■ WORK REQUIRED ■
What you return must match the records below exactly, down to each character.

Collected data:
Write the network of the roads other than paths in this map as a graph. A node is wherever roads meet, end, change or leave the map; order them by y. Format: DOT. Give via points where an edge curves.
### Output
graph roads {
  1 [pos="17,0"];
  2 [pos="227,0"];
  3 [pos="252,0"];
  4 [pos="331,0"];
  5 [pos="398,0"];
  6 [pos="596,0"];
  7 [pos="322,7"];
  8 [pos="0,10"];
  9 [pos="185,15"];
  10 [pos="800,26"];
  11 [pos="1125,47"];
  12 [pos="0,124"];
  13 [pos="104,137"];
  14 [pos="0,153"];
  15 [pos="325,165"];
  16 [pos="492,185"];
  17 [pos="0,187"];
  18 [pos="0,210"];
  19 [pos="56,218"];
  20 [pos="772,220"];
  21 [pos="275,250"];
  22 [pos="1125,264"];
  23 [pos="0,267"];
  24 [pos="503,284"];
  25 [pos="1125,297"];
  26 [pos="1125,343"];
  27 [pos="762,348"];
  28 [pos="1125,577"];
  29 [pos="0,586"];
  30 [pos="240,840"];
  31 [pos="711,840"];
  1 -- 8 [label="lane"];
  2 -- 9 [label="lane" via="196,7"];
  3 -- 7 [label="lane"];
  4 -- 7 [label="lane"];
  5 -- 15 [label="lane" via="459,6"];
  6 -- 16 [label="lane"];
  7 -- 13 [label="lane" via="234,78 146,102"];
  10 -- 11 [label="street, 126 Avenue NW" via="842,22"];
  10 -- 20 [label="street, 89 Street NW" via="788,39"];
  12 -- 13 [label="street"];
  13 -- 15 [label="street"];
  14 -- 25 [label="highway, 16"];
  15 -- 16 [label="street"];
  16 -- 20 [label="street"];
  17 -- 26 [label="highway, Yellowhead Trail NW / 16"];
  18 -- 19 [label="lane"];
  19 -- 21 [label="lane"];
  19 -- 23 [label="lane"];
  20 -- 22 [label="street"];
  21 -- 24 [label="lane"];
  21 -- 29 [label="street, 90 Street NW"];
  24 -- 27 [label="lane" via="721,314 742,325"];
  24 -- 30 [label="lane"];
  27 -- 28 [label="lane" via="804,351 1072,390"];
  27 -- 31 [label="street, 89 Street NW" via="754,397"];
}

■ PROBLEM SOLUTION ■
Write the network of the roads other than paths in this map as a graph. A node is wherever roads meet, end, change or leave the map; order them by y. Format: DOT. Give via points where an edge curves.
### Output
graph roads {
  1 [pos="17,0"];
  2 [pos="227,0"];
  3 [pos="252,0"];
  4 [pos="331,0"];
  5 [pos="398,0"];
  6 [pos="596,0"];
  7 [pos="322,7"];
  8 [pos="0,10"];
  9 [pos="185,15"];
  10 [pos="800,26"];
  11 [pos="1125,47"];
  12 [pos="0,124"];
  13 [pos="104,137"];
  14 [pos="0,153"];
  15 [pos="325,165"];
  16 [pos="492,185"];
  17 [pos="0,187"];
  18 [pos="0,210"];
  19 [pos="56,218"];
  20 [pos="772,220"];
  21 [pos="275,250"];
  22 [pos="1125,264"];
  23 [pos="0,267"];
  24 [pos="503,284"];
  25 [pos="1125,297"];
  26 [pos="1125,343"];
  27 [pos="762,348"];
  28 [pos="1125,577"];
  29 [pos="0,586"];
  30 [pos="240,840"];
  31 [pos="711,840"];
  1 -- 8 [label="lane"];
  2 -- 9 [label="lane" via="196,7"];
  3 -- 7 [label="lane"];
  4 -- 7 [label="lane"];
  5 -- 15 [label="lane" via="459,6"];
  6 -- 16 [label="lane"];
  7 -- 13 [label="lane" via="234,78 146,102"];
  10 -- 11 [label="street, 126 Avenue NW" via="842,22"];
  10 -- 20 [label="street, 89 Street NW" via="788,39"];
  12 -- 13 [label="street"];
  13 -- 15 [label="street"];
  14 -- 25 [label="highway, 16"];
  15 -- 16 [label="street"];
  16 -- 20 [label="street"];
  17 -- 26 [label="highway, Yellowhead Trail NW / 16"];
  18 -- 19 [label="lane"];
  19 -- 21 [label="lane"];
  19 -- 23 [label="lane"];
  20 -- 22 [label="street"];
  21 -- 24 [label="lane"];
  21 -- 29 [label="street, 90 Street NW"];
  24 -- 27 [label="lane" via="721,314 742,325"];
  24 -- 30 [label="lane"];
  27 -- 28 [label="lane" via="804,351 1072,390"];
  27 -- 31 [label="street, 89 Street NW" via="754,397"];
}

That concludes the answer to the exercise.